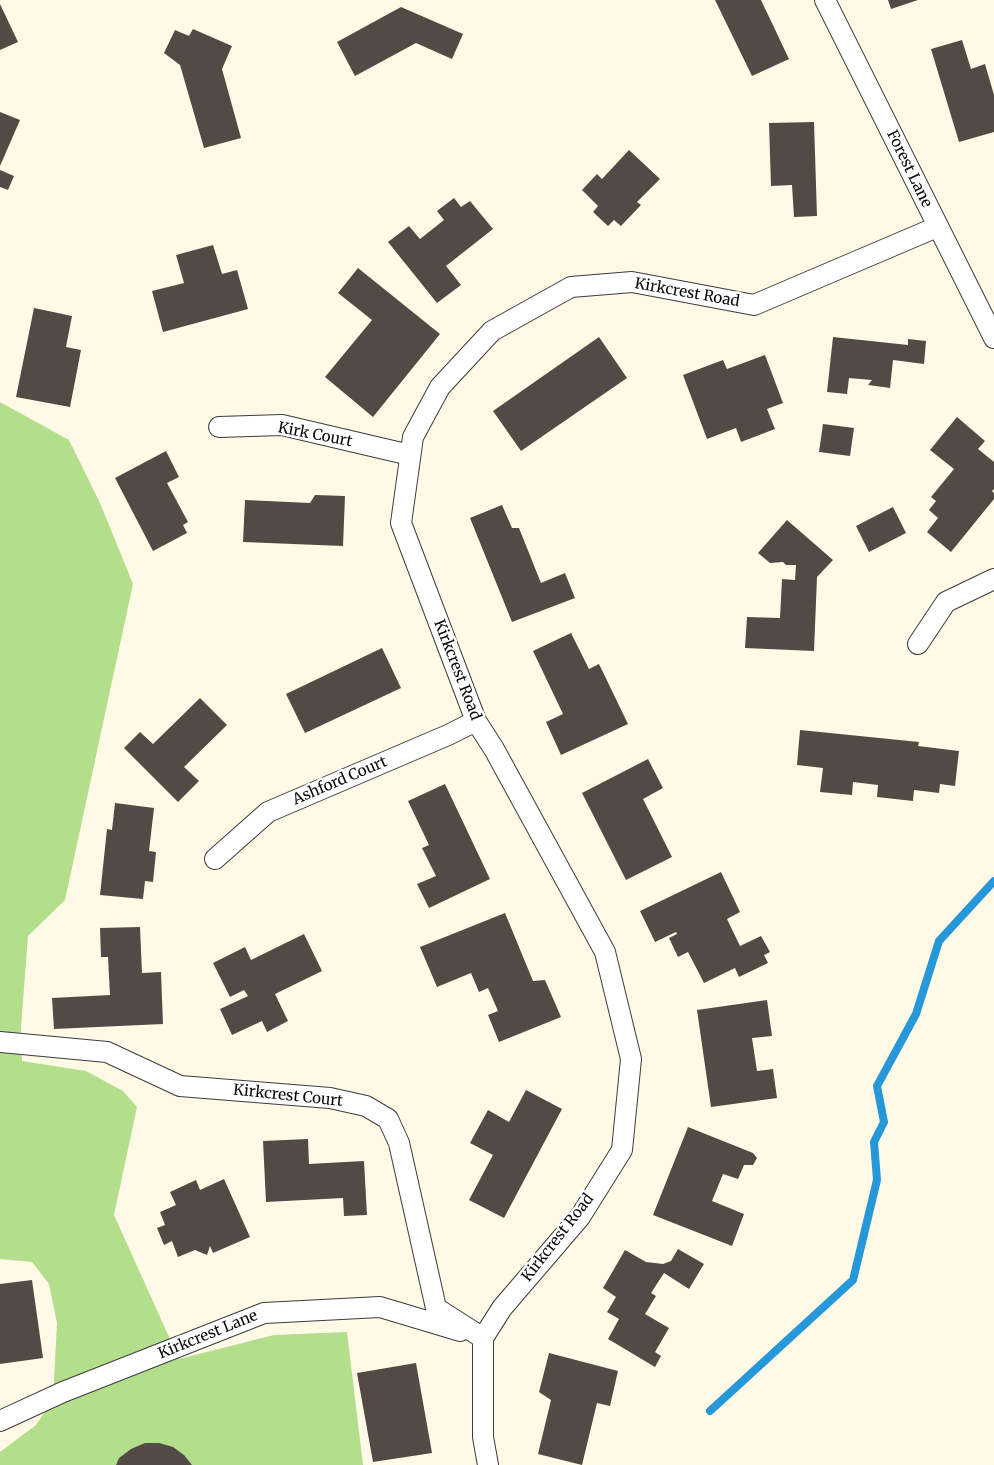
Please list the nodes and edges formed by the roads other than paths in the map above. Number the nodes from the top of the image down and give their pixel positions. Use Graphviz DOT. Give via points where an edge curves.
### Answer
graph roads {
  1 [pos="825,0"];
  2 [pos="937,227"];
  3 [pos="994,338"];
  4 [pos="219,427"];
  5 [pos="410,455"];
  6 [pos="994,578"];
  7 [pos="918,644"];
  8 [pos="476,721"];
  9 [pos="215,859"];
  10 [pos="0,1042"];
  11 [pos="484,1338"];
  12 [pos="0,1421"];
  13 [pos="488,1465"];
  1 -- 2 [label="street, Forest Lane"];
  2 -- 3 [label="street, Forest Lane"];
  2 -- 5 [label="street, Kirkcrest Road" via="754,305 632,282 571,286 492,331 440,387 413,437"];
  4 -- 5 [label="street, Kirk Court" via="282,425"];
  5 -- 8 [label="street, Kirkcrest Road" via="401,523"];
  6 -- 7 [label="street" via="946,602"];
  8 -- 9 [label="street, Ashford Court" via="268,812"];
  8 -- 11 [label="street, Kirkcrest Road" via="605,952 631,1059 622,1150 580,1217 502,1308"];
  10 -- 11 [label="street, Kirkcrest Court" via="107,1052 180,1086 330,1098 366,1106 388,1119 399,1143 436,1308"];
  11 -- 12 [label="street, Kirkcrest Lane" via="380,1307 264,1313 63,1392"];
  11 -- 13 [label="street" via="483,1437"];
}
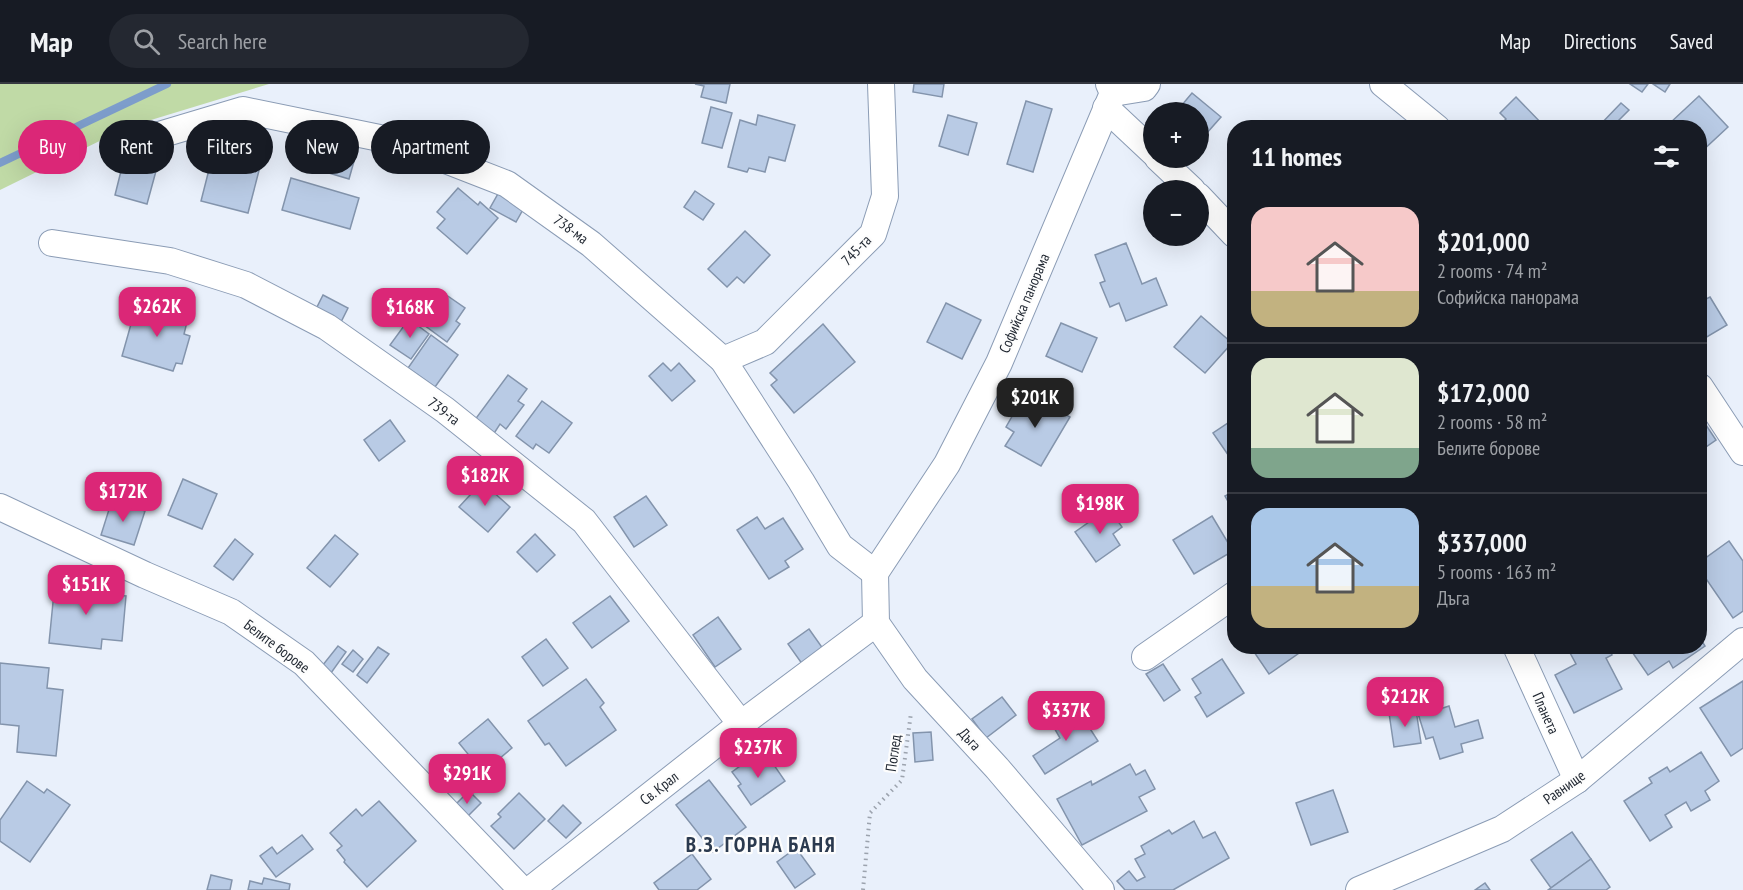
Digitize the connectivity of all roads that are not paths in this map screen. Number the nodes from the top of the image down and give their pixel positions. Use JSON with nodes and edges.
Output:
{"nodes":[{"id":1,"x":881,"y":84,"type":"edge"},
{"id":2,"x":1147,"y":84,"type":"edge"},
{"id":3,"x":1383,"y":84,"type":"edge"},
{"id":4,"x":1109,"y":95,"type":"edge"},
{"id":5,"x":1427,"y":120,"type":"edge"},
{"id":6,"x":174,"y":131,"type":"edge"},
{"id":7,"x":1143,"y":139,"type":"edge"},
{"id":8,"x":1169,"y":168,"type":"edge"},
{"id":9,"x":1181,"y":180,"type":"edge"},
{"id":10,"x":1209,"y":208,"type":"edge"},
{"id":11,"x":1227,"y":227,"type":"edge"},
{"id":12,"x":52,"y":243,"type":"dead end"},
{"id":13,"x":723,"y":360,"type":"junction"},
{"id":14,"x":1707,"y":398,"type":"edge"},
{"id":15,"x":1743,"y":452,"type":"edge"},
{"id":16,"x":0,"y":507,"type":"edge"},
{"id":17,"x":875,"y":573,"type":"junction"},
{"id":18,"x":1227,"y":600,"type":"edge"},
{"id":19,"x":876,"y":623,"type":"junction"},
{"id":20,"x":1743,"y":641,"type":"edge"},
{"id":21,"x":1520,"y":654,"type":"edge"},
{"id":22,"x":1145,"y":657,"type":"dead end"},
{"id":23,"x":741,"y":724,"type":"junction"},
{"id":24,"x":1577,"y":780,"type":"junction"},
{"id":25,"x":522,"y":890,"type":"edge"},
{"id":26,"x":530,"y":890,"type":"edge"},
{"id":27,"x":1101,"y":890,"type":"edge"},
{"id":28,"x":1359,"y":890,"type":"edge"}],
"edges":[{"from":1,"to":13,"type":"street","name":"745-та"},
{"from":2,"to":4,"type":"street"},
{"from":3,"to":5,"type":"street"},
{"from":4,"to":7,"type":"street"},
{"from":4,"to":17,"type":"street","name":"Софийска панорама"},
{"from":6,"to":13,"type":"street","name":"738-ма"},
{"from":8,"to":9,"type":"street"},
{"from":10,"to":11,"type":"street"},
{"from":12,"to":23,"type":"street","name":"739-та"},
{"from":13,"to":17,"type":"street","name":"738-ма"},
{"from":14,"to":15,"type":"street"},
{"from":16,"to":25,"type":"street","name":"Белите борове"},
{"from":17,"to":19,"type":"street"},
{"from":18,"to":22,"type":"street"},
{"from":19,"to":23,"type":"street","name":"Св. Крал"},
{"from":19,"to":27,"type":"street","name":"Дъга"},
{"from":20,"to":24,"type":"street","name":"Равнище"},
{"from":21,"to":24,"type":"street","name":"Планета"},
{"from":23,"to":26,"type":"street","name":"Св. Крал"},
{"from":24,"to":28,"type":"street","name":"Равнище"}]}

* * *

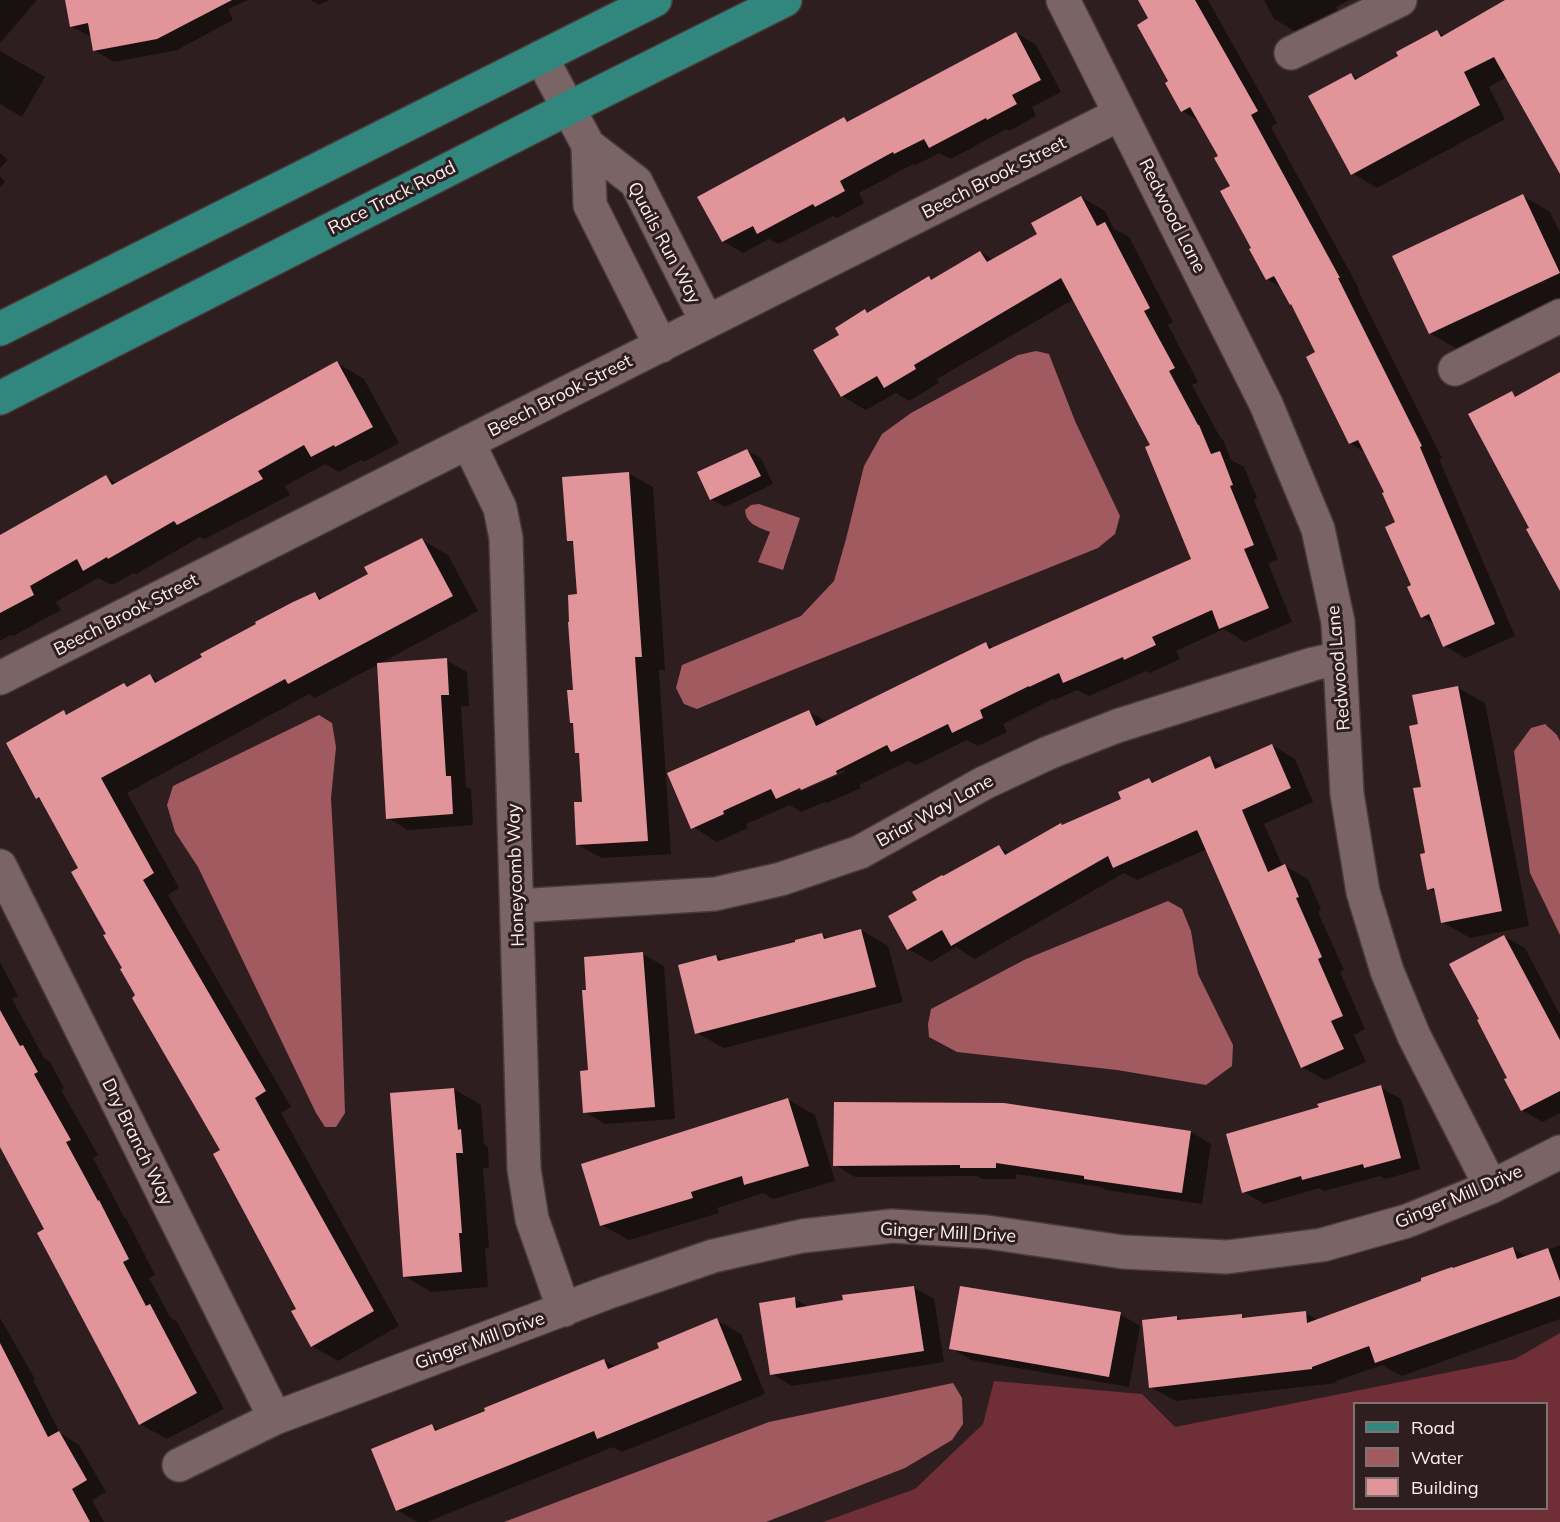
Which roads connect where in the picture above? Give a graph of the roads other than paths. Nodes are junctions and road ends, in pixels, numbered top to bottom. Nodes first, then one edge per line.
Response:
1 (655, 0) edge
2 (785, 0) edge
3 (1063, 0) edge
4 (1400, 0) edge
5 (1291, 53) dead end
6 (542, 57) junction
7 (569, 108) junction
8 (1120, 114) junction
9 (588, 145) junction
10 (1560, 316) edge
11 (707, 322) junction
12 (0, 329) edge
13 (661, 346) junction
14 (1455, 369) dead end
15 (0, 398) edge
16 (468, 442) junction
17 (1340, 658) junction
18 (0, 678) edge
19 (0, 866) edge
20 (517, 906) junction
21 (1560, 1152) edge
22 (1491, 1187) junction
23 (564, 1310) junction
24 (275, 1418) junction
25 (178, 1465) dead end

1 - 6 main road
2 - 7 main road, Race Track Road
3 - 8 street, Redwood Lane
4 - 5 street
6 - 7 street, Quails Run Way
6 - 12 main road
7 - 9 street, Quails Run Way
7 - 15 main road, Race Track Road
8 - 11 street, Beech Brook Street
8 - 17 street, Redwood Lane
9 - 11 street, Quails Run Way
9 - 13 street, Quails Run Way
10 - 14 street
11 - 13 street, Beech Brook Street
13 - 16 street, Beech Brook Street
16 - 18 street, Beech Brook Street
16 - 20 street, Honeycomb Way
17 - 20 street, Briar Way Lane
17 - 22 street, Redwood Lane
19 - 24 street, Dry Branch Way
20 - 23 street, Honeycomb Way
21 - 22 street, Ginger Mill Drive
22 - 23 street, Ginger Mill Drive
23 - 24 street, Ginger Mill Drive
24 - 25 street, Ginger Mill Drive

# What to produce
Write out every line of the preceding listing that contains "main".

# Response
1 - 6 main road
2 - 7 main road, Race Track Road
6 - 12 main road
7 - 15 main road, Race Track Road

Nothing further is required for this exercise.